Figure 8: A circuit computing

\operatorname{SUM}_{16}

composed out of eight

\oplus

-gates at the top, three MDFA’ blocks, four MDFA blocks, and one final gate. Its size is

8+3\cdot 6+4\cdot 8+1=59

.

3 New Upper Bound for Circuit Size of Bit Addition

In this section, we prove a new upper bound $4.5n-2m$ for the circuit size of bit addition. For regimes where $m$ is small compared to $n$ , this is better than $5n-3m$ by about $10\%$ . This applies to $\operatorname{MULT}_{n}$ and $\operatorname{SUM}_{n}$ .

Theorem 1.

For any vector $s\in\mathbb{Z}_{\geq 0}^{n}$ ,

\operatorname{size}(\operatorname{BA}_{n}^{s})\leq 4.5n-2m.

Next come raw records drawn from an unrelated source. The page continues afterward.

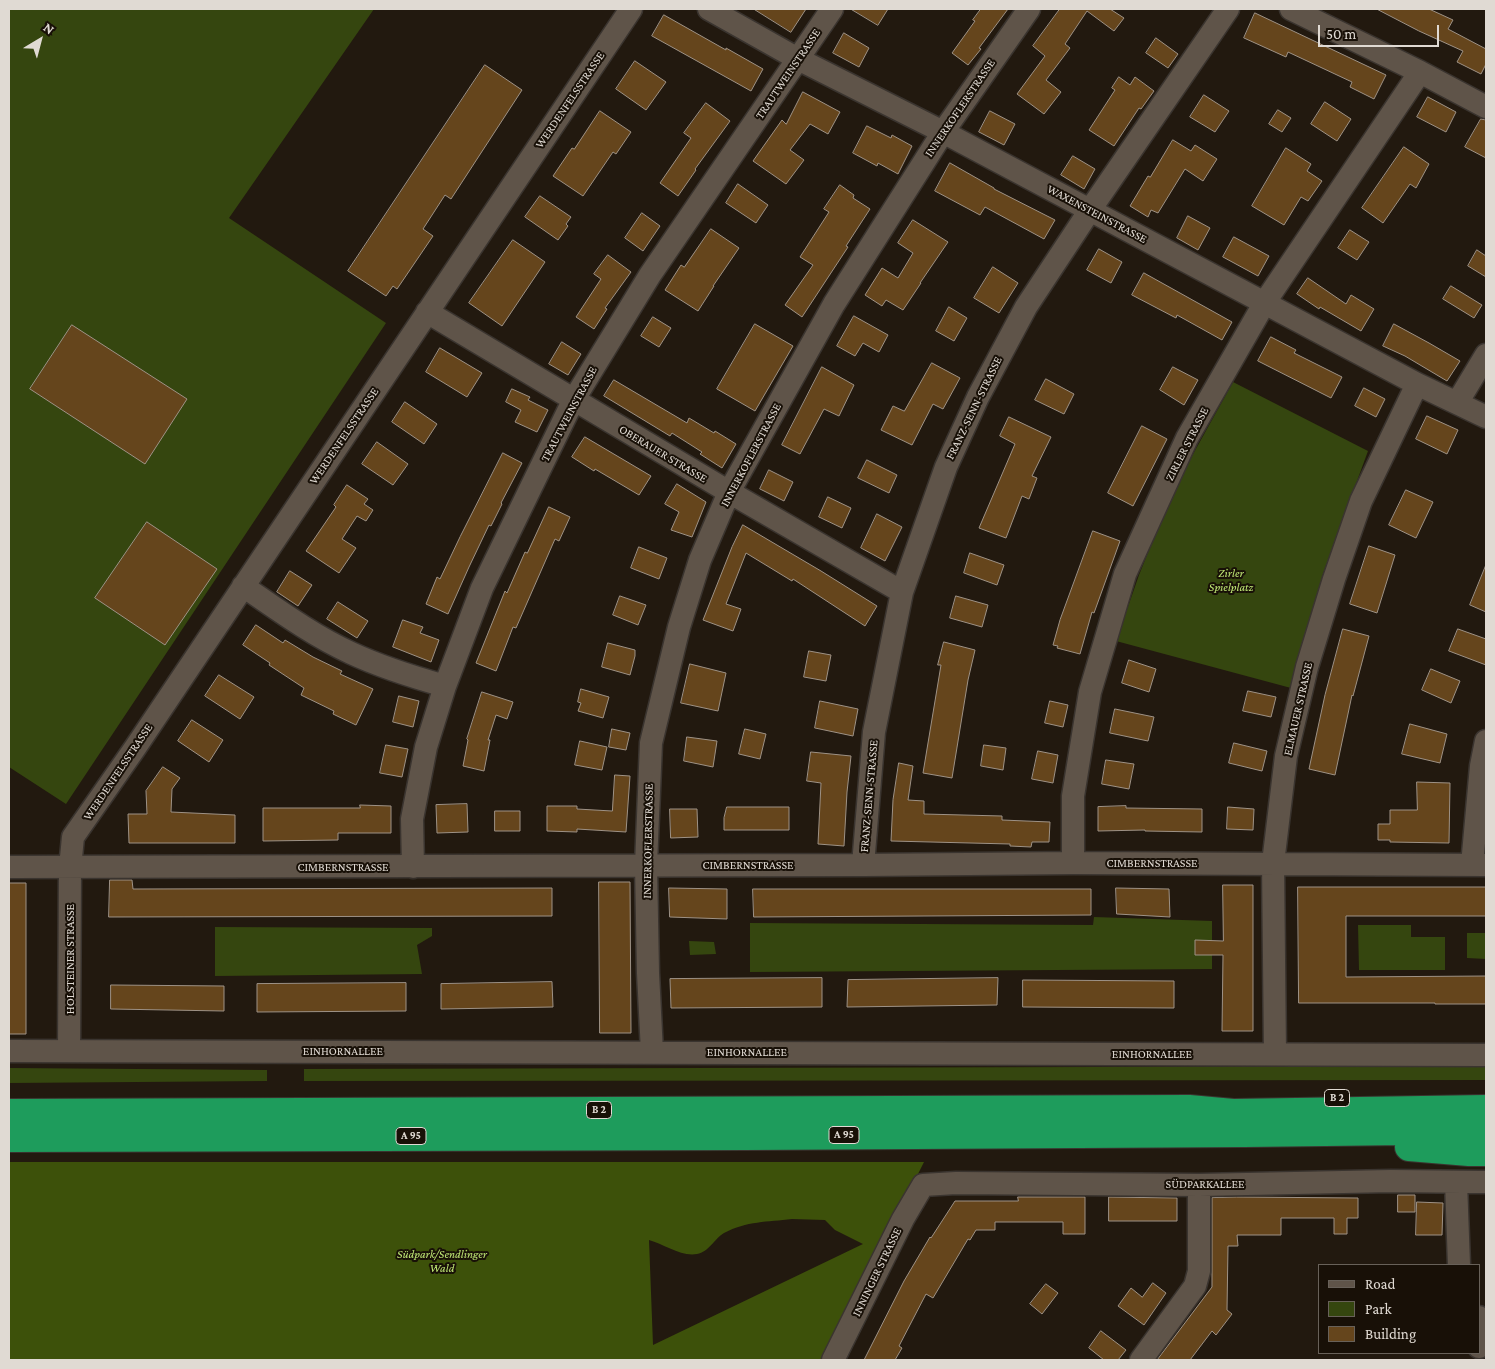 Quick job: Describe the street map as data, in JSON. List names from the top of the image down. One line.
{"streets":{"highway":["B 2","A 95"],"street":["TRAUTWEINSTRASSE","WERDENFELSSTRASSE","INNERKOFLERSTRASSE","WAXENSTEINSTRASSE","FRANZ-SENN-STRASSE","ZIRLER STRASSE","OBERAUER STRASSE","ELMAUER STRASSE","CIMBERNSTRASSE","HOLSTEINER STRASSE","EINHORNALLEE","SÜDPARKALLEE","INNINGER STRASSE"]},"crossings":[["TRAUTWEINSTRASSE","WAXENSTEINSTRASSE"],["TRAUTWEINSTRASSE","OBERAUER STRASSE"],["TRAUTWEINSTRASSE","CIMBERNSTRASSE"],["WERDENFELSSTRASSE","OBERAUER STRASSE"],["WERDENFELSSTRASSE","CIMBERNSTRASSE"],["WERDENFELSSTRASSE","HOLSTEINER STRASSE"],["INNERKOFLERSTRASSE","WAXENSTEINSTRASSE"],["INNERKOFLERSTRASSE","OBERAUER STRASSE"],["INNERKOFLERSTRASSE","CIMBERNSTRASSE"],["INNERKOFLERSTRASSE","EINHORNALLEE"],["WAXENSTEINSTRASSE","FRANZ-SENN-STRASSE"],["WAXENSTEINSTRASSE","ZIRLER STRASSE"],["WAXENSTEINSTRASSE","ELMAUER STRASSE"],["FRANZ-SENN-STRASSE","OBERAUER STRASSE"],["FRANZ-SENN-STRASSE","CIMBERNSTRASSE"],["ZIRLER STRASSE","CIMBERNSTRASSE"],["ELMAUER STRASSE","CIMBERNSTRASSE"],["ELMAUER STRASSE","EINHORNALLEE"],["CIMBERNSTRASSE","HOLSTEINER STRASSE"],["HOLSTEINER STRASSE","EINHORNALLEE"],["SÜDPARKALLEE","INNINGER STRASSE"]],"parks":["Zirler Spielplatz","Südpark/Sendlinger Wald"],"legend":["Road","Park","Building"],"scale_bar":"50 m","north":"top right"} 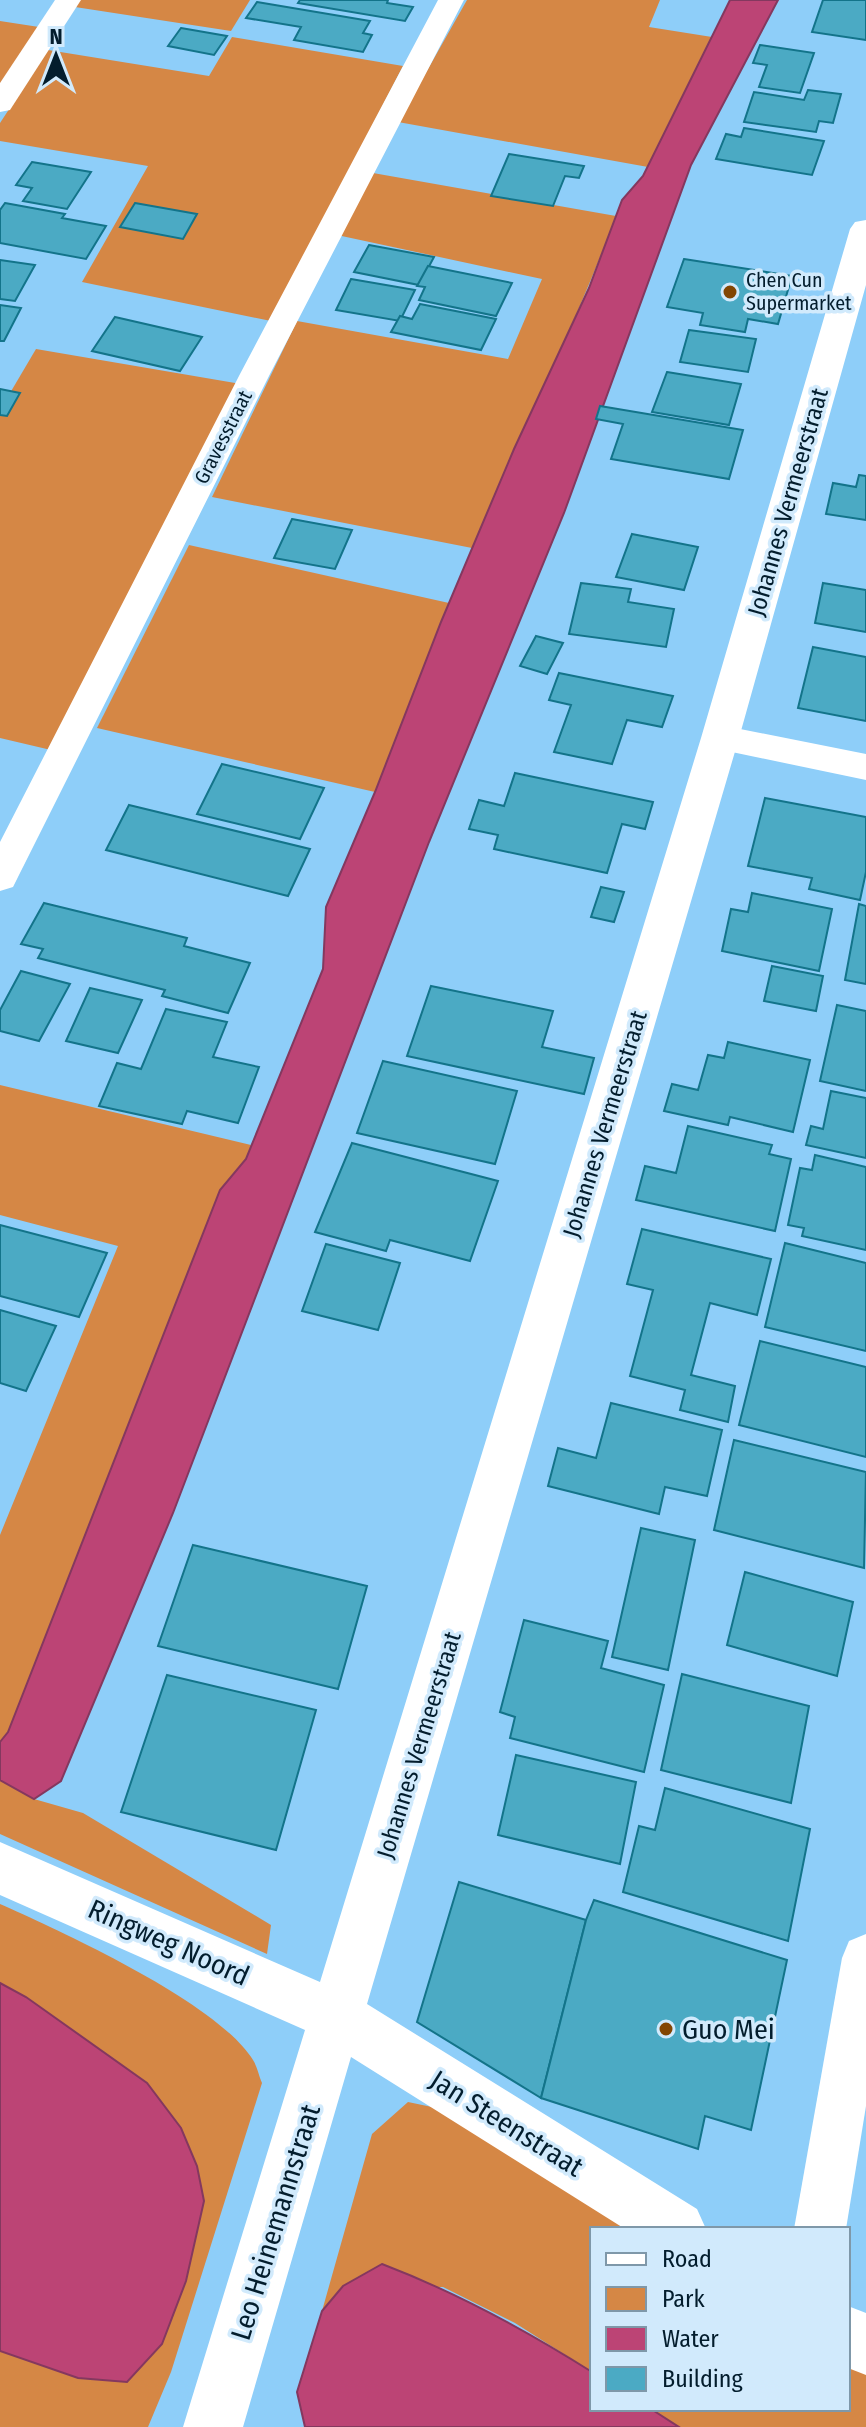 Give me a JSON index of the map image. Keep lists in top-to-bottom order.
{
  "streets": {
    "street": [
      "Gravesstraat",
      "Johannes Vermeerstraat",
      "Ringweg Noord",
      "Jan Steenstraat",
      "Leo Heinemannstraat"
    ]
  },
  "crossings": [
    ["Johannes Vermeerstraat", "Ringweg Noord"],
    ["Johannes Vermeerstraat", "Jan Steenstraat"],
    ["Johannes Vermeerstraat", "Leo Heinemannstraat"],
    ["Ringweg Noord", "Jan Steenstraat"],
    ["Ringweg Noord", "Leo Heinemannstraat"],
    ["Jan Steenstraat", "Leo Heinemannstraat"]
  ],
  "places": ["Chen Cun Supermarket", "Guo Mei"],
  "legend": [
    "Road",
    "Park",
    "Water",
    "Building"
  ],
  "north": "top"
}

In the proof, we use the following straightforward observation. Assume that $s_{1}<s_{2},s_{3},\dotsc,s_{n}$ . In this case, the first output is equal to $x_{1}$ , the cost of computing this particular bit of the output is zero, allowing one to forget about it. Thus,

\operatorname{size}(\operatorname{BA}^{s}_{n})=\operatorname{size}(% \operatorname{BA}^{s^{\prime}}_{n-1}),

where $s^{\prime}=(s_{2},\dotsc,s_{n})$ . We call the operation of replacing $s$ by $s^{\prime}$ as shifting. Note that shifting reduces both the number of inputs and the number of outputs by one. Figure 9 gives an example.

Figure 9: Shifting:

\operatorname{size}(\operatorname{BA}_{3}^{2,3,3})=\operatorname{size}(% \operatorname{BA}_{2}^{3,3})

. In turn,

\operatorname{BA}_{2}^{3,3}

can be computed by the Half Adder. Thus,

\operatorname{BA}_{3}^{2,3,3}(x_{1},x_{2},x_{3})=(x_{1},x_{2}\oplus x_{3},x_{2% }\land x_{3})

.

Proof.

As the first step, we do the following: at every significance layer, we break all bits, except for possibly one, into pairs and compute the parity for every pair. This takes at most $n/2$ gates.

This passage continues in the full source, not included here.